パッシブ、建築的手法がキーワード 

小手先ではない本質的な家づくりをしたい。

現代社会では、なかなか叶えにくいことの一つです。何といっても、社会そのものが本質から大きく離れてしまった状態なのですから。

家をつくる、しかし、現代の私たちの多くは、もはや家はつくるものではなく、買うものになっています。展示場に行く、膨大なカタログを集める、それらの中から、気に入ったものをチョイスし、パズルのように組み合わせて家ができていく。



それが、家づくりの本質を見失わせてしまった原因です。工業製品の組み合わせで家が組みたてられていく、これを家づくりと錯覚させられている状況です。

家庭料理の豊かさは、食材を吟味し、愛情を込めてつくる、食器も手づくりとなれば、これ以上の賛沢さはないでしょう。でも、この賛沢さは必ずしもお金がかかるわけではありません。

レトルトに慣れきった現代人でも、ちょっとチャンネルを切り替えれば、今すぐにでも実現可能な賛沢さ、豊かさです。お金の問題よりは気持ちの問題です。

家づくりでも同じことが言えます。お金の問題よりは気持ちの問題ではないでしょうか、と。

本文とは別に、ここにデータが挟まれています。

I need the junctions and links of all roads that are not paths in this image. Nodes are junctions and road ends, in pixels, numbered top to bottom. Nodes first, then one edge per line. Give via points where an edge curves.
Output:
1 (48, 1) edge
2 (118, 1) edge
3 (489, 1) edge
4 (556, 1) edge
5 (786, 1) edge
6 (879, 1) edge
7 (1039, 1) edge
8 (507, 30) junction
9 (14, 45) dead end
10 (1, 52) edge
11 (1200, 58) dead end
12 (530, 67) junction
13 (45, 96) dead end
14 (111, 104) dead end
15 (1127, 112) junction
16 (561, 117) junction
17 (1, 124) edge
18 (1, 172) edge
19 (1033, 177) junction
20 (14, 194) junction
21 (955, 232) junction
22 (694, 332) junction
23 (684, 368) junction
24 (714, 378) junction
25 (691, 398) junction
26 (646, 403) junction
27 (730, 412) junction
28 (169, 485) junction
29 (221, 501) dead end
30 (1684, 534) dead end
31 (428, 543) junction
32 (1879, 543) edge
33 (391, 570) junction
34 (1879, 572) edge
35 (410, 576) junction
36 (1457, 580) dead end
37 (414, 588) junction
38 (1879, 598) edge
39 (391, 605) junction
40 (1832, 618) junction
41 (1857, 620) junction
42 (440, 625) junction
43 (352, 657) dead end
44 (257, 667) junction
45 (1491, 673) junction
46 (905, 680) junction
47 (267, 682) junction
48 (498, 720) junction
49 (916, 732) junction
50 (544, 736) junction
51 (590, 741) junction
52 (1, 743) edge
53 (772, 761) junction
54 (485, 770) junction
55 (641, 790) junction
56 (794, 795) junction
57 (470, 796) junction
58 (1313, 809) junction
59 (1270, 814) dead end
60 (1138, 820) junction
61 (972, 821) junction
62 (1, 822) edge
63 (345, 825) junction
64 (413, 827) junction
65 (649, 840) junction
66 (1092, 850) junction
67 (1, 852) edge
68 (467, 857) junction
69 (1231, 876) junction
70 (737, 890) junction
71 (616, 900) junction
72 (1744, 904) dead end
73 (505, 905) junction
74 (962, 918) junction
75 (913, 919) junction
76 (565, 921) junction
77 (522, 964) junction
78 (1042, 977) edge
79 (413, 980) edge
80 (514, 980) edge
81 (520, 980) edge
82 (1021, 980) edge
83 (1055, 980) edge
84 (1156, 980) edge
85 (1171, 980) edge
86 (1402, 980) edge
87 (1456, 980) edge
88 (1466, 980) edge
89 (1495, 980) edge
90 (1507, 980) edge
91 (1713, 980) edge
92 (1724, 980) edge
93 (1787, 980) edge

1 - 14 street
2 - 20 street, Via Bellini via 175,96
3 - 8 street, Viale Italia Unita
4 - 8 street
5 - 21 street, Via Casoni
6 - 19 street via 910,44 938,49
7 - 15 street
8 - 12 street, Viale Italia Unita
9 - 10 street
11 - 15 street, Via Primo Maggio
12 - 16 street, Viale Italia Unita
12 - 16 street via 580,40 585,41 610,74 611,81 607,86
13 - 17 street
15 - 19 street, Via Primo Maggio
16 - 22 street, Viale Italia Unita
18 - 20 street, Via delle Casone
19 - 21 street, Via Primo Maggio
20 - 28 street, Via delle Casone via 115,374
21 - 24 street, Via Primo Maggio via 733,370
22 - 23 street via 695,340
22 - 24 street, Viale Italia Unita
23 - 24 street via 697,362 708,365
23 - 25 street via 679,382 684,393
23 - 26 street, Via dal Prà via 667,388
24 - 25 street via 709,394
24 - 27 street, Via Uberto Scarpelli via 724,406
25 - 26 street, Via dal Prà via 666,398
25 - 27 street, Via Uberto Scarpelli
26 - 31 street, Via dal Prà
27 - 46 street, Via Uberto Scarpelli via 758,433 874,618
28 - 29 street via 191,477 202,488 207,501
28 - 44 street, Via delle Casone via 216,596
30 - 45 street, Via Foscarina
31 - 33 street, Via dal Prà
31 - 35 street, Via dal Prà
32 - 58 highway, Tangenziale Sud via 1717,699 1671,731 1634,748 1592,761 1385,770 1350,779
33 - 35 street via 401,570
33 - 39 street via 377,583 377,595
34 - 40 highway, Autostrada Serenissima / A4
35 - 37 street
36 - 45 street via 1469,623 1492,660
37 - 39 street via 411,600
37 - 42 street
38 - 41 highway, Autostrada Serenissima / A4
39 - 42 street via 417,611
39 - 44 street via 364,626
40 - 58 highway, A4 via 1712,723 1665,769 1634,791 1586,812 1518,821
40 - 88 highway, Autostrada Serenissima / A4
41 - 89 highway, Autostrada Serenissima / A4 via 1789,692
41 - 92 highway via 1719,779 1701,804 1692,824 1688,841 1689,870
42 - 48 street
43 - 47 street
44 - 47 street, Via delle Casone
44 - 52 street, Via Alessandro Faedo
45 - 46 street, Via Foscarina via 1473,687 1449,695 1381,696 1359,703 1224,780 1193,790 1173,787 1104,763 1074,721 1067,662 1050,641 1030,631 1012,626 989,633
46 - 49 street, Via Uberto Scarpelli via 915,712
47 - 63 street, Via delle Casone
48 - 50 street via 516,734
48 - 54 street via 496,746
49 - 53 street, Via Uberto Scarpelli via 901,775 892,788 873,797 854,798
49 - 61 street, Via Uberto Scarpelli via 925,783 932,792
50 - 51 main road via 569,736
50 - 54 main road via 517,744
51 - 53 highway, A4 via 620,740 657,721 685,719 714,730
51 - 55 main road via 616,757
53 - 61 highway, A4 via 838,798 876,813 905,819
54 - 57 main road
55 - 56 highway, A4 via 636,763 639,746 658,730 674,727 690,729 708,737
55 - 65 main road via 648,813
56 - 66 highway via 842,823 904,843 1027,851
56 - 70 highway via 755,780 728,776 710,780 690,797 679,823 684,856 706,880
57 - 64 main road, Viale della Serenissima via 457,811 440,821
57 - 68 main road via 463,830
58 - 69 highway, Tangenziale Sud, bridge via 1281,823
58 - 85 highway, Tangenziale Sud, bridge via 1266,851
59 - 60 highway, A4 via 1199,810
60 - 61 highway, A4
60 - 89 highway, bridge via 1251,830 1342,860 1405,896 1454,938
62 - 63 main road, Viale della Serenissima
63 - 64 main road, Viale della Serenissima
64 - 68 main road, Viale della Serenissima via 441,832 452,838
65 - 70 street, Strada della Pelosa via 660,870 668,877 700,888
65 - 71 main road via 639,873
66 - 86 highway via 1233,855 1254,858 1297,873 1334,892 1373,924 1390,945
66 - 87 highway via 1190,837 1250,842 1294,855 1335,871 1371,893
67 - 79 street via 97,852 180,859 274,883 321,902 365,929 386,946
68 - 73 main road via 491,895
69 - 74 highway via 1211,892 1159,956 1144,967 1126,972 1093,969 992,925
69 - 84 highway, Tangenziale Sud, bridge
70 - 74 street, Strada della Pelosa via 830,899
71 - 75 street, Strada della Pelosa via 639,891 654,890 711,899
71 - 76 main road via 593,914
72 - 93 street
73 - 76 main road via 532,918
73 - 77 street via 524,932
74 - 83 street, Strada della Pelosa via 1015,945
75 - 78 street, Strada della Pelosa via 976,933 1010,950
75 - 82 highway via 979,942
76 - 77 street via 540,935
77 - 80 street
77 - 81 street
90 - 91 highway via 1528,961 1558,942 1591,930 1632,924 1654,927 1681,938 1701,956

展示場やカタログ収集で家づくりが進められる簡便さは、まさしくコンビニ感覚でしょう。

家庭料理の豊かさを取り戻す決め手は、まず、料理の持つ意味合いの勉強、いまさら食べることの勉強なんてと思う人ほど、将来の健康に大きな不安を抱えた人と言えます。身体そしてこころの健康までも、食事のあり方が大きく関係しているのですから。しかも、この汚染された地球環境においては、従来の栄養学の常識も通用しなくなっています。

例えば、これまでは栄養の宝庫と言われてきたレバーや卵、そういった栄養素が豊富な食材にもっとも多く、環境に蓄積された毒素が入り込んでしまうのです。

霜降りの肉、美味しいと思われる方も多いことでしょう。でも、毒素は脂肪分に多く溶け込むのです。霜降りの脂肪分が排除できますか。これらの危険な要素はすべての食材に亘っています。それらの基本的勉強が真先に必要です。幸いなことに、勉強している方にとって、安全な食材などの入手は、今ではそんなに困難なことではありません。

家づくりも同じこと。まずは勉強。しかし、住宅展示場やメーカーのカタログ収集だけでは、まだまだ困難なことです。食にしても家づくりにしても、表面的な勉強では意味をなしません。

食べることの本質は、栄養をとる、毒素を排除する、つくることや共に食べることの喜びそして片付けることにも楽しさがある等の発見にあります。

そして家づくり、その本質は、まさしくこの言葉の中にあります。

「家づくり」の「つくる」にあります。この「つくる」は、家庭料理と同じく、手づくりの意味です。


現代の家づくりは、「つくる」を、極力排除しようとするところから始まりました。


手づくりではなく、工場でつくるの意味に変えてしまいました。
まさしく、レトルトの食材です。

「パッシブ」、「建築的手法」はつくるの根源。

パッシブはパッシブソーラーハウスのパッシブ。建築的手法はまさしく家のつくり方です。

パッシブソーラーは、機械設備を使用せずに自然のエネルギーを利用する住宅です。機械設備を使わないのですから、家の建て方の工夫でするしかありません。間取りや工法、材料などの組み合わせです。それが建築的手法。

パッシブと建築的手法は同じ意味合いなのです。現代の家づくりでもっとも軽視されてしまったのが、まさしく、この根源的なことです。

それぞれの家族の生活を考慮したわけではない、統計上の机上企画プラン・日本の気候風土は無視、鉄やコンクリート、合板をメインとした工法。工場での大量生産のみを重視、生活者を軽視した建築材料。

建築的手法を重視しないばかりか、大量広告で本質をめくらます営業方法。そんな住宅が大手をふるって闊歩している情けない時代です。しかしどこまでいっても、大量生産の食材と同じく、工場生産、簡易製造の家づくりでは満たされないものが残ってしまいます。

しっかりとした満足のいく家づくりは、目先のことを小手先の技術でつじつまを合わせてしまうことではなく、間取りや工法、それを構築する材料などを根本から見直し、組みたてることから始まります。

スタートは、建築的手法、パッシブな方法の重要性を認識し、勉強することです。家づくりの迷路に迷い込まないためには、常に本質的見方からそれないように、自分自身で注意して進んでいくしかありません。